[Collected data]
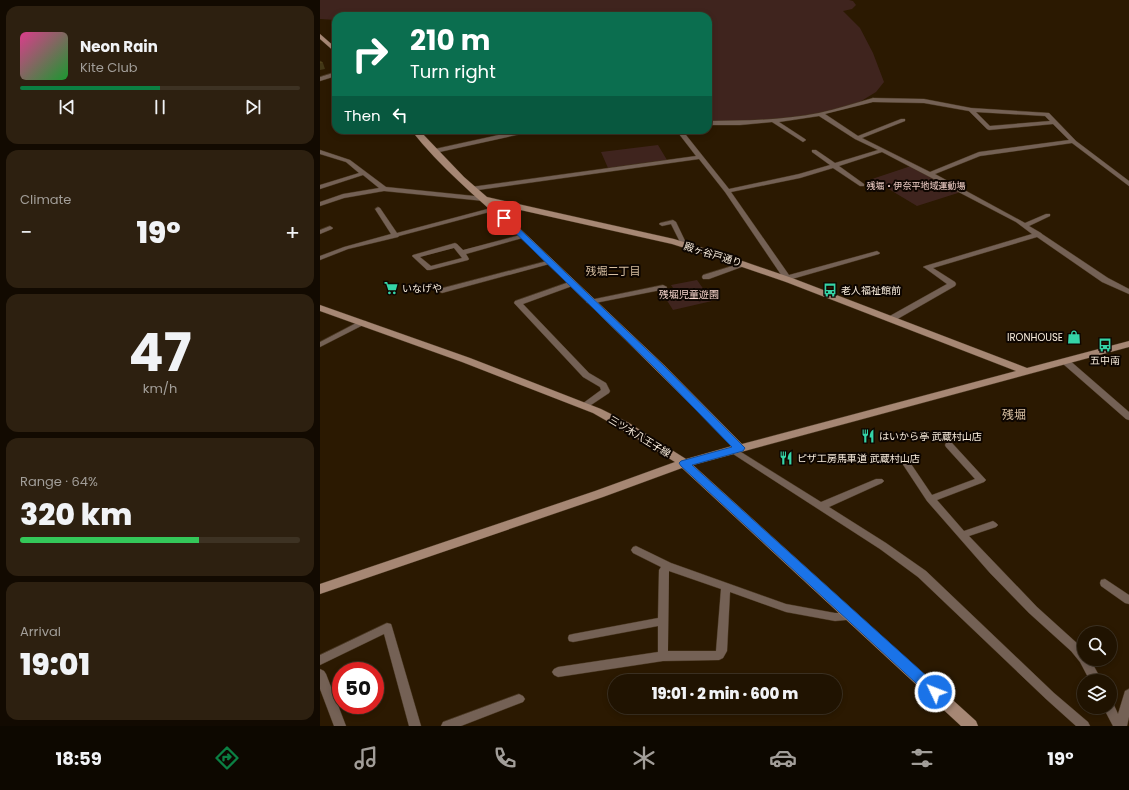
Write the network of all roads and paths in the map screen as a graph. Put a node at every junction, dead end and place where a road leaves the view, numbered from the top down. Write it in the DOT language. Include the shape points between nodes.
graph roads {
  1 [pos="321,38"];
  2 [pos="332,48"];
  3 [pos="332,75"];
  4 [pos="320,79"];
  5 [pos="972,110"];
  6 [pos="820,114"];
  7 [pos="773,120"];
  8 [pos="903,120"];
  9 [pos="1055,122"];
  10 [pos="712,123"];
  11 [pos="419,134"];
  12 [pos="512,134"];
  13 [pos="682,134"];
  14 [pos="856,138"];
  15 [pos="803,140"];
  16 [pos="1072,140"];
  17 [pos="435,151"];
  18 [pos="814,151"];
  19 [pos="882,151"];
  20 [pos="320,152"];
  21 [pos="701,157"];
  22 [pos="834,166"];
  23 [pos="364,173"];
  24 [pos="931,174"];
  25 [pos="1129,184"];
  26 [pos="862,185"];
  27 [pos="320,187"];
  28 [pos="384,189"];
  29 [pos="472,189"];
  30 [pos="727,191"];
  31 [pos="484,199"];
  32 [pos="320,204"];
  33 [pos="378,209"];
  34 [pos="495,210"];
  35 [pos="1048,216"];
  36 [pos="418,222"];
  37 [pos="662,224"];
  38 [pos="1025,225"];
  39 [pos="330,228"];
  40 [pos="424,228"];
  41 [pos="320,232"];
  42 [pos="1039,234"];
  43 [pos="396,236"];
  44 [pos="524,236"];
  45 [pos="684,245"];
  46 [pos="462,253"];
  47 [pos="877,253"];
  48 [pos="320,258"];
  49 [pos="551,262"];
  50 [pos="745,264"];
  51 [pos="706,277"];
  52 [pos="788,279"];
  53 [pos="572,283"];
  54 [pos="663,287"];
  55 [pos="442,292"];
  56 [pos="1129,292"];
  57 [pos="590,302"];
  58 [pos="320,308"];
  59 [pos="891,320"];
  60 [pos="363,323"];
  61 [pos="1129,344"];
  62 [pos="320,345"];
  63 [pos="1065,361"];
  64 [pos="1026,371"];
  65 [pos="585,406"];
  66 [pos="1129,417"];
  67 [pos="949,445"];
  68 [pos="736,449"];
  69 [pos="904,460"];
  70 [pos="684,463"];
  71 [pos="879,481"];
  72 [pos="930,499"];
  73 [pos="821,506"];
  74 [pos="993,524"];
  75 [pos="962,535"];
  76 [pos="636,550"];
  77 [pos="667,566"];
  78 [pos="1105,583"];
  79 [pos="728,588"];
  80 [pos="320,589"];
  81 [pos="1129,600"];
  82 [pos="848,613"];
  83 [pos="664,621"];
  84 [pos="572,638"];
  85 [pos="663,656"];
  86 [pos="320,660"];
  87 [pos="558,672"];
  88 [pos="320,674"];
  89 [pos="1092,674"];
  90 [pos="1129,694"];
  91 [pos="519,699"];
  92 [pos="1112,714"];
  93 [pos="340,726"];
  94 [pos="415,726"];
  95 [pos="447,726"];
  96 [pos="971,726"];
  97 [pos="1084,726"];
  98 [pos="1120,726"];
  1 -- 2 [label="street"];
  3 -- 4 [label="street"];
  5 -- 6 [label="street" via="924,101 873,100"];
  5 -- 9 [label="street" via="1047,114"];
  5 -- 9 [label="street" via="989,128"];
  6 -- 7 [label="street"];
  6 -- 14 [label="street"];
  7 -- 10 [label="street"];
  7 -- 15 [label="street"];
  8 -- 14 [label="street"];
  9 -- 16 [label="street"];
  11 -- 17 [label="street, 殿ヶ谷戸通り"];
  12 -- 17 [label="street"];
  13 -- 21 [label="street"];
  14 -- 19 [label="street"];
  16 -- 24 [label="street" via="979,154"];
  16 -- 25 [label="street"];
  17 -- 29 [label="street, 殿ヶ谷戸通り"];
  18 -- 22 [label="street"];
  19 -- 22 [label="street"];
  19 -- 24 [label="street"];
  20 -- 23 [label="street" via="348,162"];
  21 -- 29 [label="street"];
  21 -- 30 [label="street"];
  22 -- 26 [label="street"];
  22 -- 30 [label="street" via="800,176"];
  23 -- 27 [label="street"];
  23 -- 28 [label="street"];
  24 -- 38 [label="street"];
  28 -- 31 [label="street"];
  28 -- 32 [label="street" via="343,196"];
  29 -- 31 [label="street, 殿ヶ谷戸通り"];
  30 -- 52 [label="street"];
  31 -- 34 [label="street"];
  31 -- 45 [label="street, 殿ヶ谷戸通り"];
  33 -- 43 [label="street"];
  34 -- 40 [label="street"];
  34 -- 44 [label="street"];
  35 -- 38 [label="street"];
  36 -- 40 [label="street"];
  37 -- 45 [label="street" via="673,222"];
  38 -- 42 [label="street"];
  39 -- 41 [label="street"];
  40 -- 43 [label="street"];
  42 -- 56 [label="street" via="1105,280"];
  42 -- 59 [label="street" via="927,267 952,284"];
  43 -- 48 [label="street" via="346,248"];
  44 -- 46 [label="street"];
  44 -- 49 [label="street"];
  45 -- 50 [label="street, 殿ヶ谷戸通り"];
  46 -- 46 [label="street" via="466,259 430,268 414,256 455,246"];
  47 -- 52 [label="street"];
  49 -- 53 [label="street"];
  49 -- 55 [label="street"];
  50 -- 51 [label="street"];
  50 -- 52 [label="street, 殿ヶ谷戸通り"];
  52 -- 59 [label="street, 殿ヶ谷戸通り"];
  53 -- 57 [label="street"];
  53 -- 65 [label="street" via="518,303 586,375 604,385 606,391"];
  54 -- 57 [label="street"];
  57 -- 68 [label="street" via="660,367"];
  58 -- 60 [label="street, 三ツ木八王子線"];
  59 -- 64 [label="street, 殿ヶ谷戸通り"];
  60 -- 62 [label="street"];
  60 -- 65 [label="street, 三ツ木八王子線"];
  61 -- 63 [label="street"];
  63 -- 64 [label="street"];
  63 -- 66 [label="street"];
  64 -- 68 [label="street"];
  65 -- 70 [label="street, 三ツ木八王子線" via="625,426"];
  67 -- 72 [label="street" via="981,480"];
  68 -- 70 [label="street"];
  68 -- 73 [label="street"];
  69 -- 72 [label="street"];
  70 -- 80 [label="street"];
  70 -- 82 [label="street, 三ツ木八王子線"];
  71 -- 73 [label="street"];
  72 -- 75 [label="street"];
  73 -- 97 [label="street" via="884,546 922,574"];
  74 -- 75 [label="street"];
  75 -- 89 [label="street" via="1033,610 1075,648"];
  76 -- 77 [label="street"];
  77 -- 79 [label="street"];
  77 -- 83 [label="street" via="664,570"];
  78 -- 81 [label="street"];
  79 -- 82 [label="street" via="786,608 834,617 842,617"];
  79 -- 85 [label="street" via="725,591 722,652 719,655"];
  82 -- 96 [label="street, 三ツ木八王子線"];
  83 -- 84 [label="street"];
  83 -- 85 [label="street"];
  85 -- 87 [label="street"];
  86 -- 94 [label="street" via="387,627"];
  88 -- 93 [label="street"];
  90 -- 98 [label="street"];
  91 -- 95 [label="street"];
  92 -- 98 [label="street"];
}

■ Problem to work on
Give back each line above verbatim, dropping every picture.

■ Exercise output
Write the network of all roads and paths in the map screen as a graph. Put a node at every junction, dead end and place where a road leaves the view, numbered from the top down. Write it in the DOT language. Include the shape points between nodes.
graph roads {
  1 [pos="321,38"];
  2 [pos="332,48"];
  3 [pos="332,75"];
  4 [pos="320,79"];
  5 [pos="972,110"];
  6 [pos="820,114"];
  7 [pos="773,120"];
  8 [pos="903,120"];
  9 [pos="1055,122"];
  10 [pos="712,123"];
  11 [pos="419,134"];
  12 [pos="512,134"];
  13 [pos="682,134"];
  14 [pos="856,138"];
  15 [pos="803,140"];
  16 [pos="1072,140"];
  17 [pos="435,151"];
  18 [pos="814,151"];
  19 [pos="882,151"];
  20 [pos="320,152"];
  21 [pos="701,157"];
  22 [pos="834,166"];
  23 [pos="364,173"];
  24 [pos="931,174"];
  25 [pos="1129,184"];
  26 [pos="862,185"];
  27 [pos="320,187"];
  28 [pos="384,189"];
  29 [pos="472,189"];
  30 [pos="727,191"];
  31 [pos="484,199"];
  32 [pos="320,204"];
  33 [pos="378,209"];
  34 [pos="495,210"];
  35 [pos="1048,216"];
  36 [pos="418,222"];
  37 [pos="662,224"];
  38 [pos="1025,225"];
  39 [pos="330,228"];
  40 [pos="424,228"];
  41 [pos="320,232"];
  42 [pos="1039,234"];
  43 [pos="396,236"];
  44 [pos="524,236"];
  45 [pos="684,245"];
  46 [pos="462,253"];
  47 [pos="877,253"];
  48 [pos="320,258"];
  49 [pos="551,262"];
  50 [pos="745,264"];
  51 [pos="706,277"];
  52 [pos="788,279"];
  53 [pos="572,283"];
  54 [pos="663,287"];
  55 [pos="442,292"];
  56 [pos="1129,292"];
  57 [pos="590,302"];
  58 [pos="320,308"];
  59 [pos="891,320"];
  60 [pos="363,323"];
  61 [pos="1129,344"];
  62 [pos="320,345"];
  63 [pos="1065,361"];
  64 [pos="1026,371"];
  65 [pos="585,406"];
  66 [pos="1129,417"];
  67 [pos="949,445"];
  68 [pos="736,449"];
  69 [pos="904,460"];
  70 [pos="684,463"];
  71 [pos="879,481"];
  72 [pos="930,499"];
  73 [pos="821,506"];
  74 [pos="993,524"];
  75 [pos="962,535"];
  76 [pos="636,550"];
  77 [pos="667,566"];
  78 [pos="1105,583"];
  79 [pos="728,588"];
  80 [pos="320,589"];
  81 [pos="1129,600"];
  82 [pos="848,613"];
  83 [pos="664,621"];
  84 [pos="572,638"];
  85 [pos="663,656"];
  86 [pos="320,660"];
  87 [pos="558,672"];
  88 [pos="320,674"];
  89 [pos="1092,674"];
  90 [pos="1129,694"];
  91 [pos="519,699"];
  92 [pos="1112,714"];
  93 [pos="340,726"];
  94 [pos="415,726"];
  95 [pos="447,726"];
  96 [pos="971,726"];
  97 [pos="1084,726"];
  98 [pos="1120,726"];
  1 -- 2 [label="street"];
  3 -- 4 [label="street"];
  5 -- 6 [label="street" via="924,101 873,100"];
  5 -- 9 [label="street" via="1047,114"];
  5 -- 9 [label="street" via="989,128"];
  6 -- 7 [label="street"];
  6 -- 14 [label="street"];
  7 -- 10 [label="street"];
  7 -- 15 [label="street"];
  8 -- 14 [label="street"];
  9 -- 16 [label="street"];
  11 -- 17 [label="street, 殿ヶ谷戸通り"];
  12 -- 17 [label="street"];
  13 -- 21 [label="street"];
  14 -- 19 [label="street"];
  16 -- 24 [label="street" via="979,154"];
  16 -- 25 [label="street"];
  17 -- 29 [label="street, 殿ヶ谷戸通り"];
  18 -- 22 [label="street"];
  19 -- 22 [label="street"];
  19 -- 24 [label="street"];
  20 -- 23 [label="street" via="348,162"];
  21 -- 29 [label="street"];
  21 -- 30 [label="street"];
  22 -- 26 [label="street"];
  22 -- 30 [label="street" via="800,176"];
  23 -- 27 [label="street"];
  23 -- 28 [label="street"];
  24 -- 38 [label="street"];
  28 -- 31 [label="street"];
  28 -- 32 [label="street" via="343,196"];
  29 -- 31 [label="street, 殿ヶ谷戸通り"];
  30 -- 52 [label="street"];
  31 -- 34 [label="street"];
  31 -- 45 [label="street, 殿ヶ谷戸通り"];
  33 -- 43 [label="street"];
  34 -- 40 [label="street"];
  34 -- 44 [label="street"];
  35 -- 38 [label="street"];
  36 -- 40 [label="street"];
  37 -- 45 [label="street" via="673,222"];
  38 -- 42 [label="street"];
  39 -- 41 [label="street"];
  40 -- 43 [label="street"];
  42 -- 56 [label="street" via="1105,280"];
  42 -- 59 [label="street" via="927,267 952,284"];
  43 -- 48 [label="street" via="346,248"];
  44 -- 46 [label="street"];
  44 -- 49 [label="street"];
  45 -- 50 [label="street, 殿ヶ谷戸通り"];
  46 -- 46 [label="street" via="466,259 430,268 414,256 455,246"];
  47 -- 52 [label="street"];
  49 -- 53 [label="street"];
  49 -- 55 [label="street"];
  50 -- 51 [label="street"];
  50 -- 52 [label="street, 殿ヶ谷戸通り"];
  52 -- 59 [label="street, 殿ヶ谷戸通り"];
  53 -- 57 [label="street"];
  53 -- 65 [label="street" via="518,303 586,375 604,385 606,391"];
  54 -- 57 [label="street"];
  57 -- 68 [label="street" via="660,367"];
  58 -- 60 [label="street, 三ツ木八王子線"];
  59 -- 64 [label="street, 殿ヶ谷戸通り"];
  60 -- 62 [label="street"];
  60 -- 65 [label="street, 三ツ木八王子線"];
  61 -- 63 [label="street"];
  63 -- 64 [label="street"];
  63 -- 66 [label="street"];
  64 -- 68 [label="street"];
  65 -- 70 [label="street, 三ツ木八王子線" via="625,426"];
  67 -- 72 [label="street" via="981,480"];
  68 -- 70 [label="street"];
  68 -- 73 [label="street"];
  69 -- 72 [label="street"];
  70 -- 80 [label="street"];
  70 -- 82 [label="street, 三ツ木八王子線"];
  71 -- 73 [label="street"];
  72 -- 75 [label="street"];
  73 -- 97 [label="street" via="884,546 922,574"];
  74 -- 75 [label="street"];
  75 -- 89 [label="street" via="1033,610 1075,648"];
  76 -- 77 [label="street"];
  77 -- 79 [label="street"];
  77 -- 83 [label="street" via="664,570"];
  78 -- 81 [label="street"];
  79 -- 82 [label="street" via="786,608 834,617 842,617"];
  79 -- 85 [label="street" via="725,591 722,652 719,655"];
  82 -- 96 [label="street, 三ツ木八王子線"];
  83 -- 84 [label="street"];
  83 -- 85 [label="street"];
  85 -- 87 [label="street"];
  86 -- 94 [label="street" via="387,627"];
  88 -- 93 [label="street"];
  90 -- 98 [label="street"];
  91 -- 95 [label="street"];
  92 -- 98 [label="street"];
}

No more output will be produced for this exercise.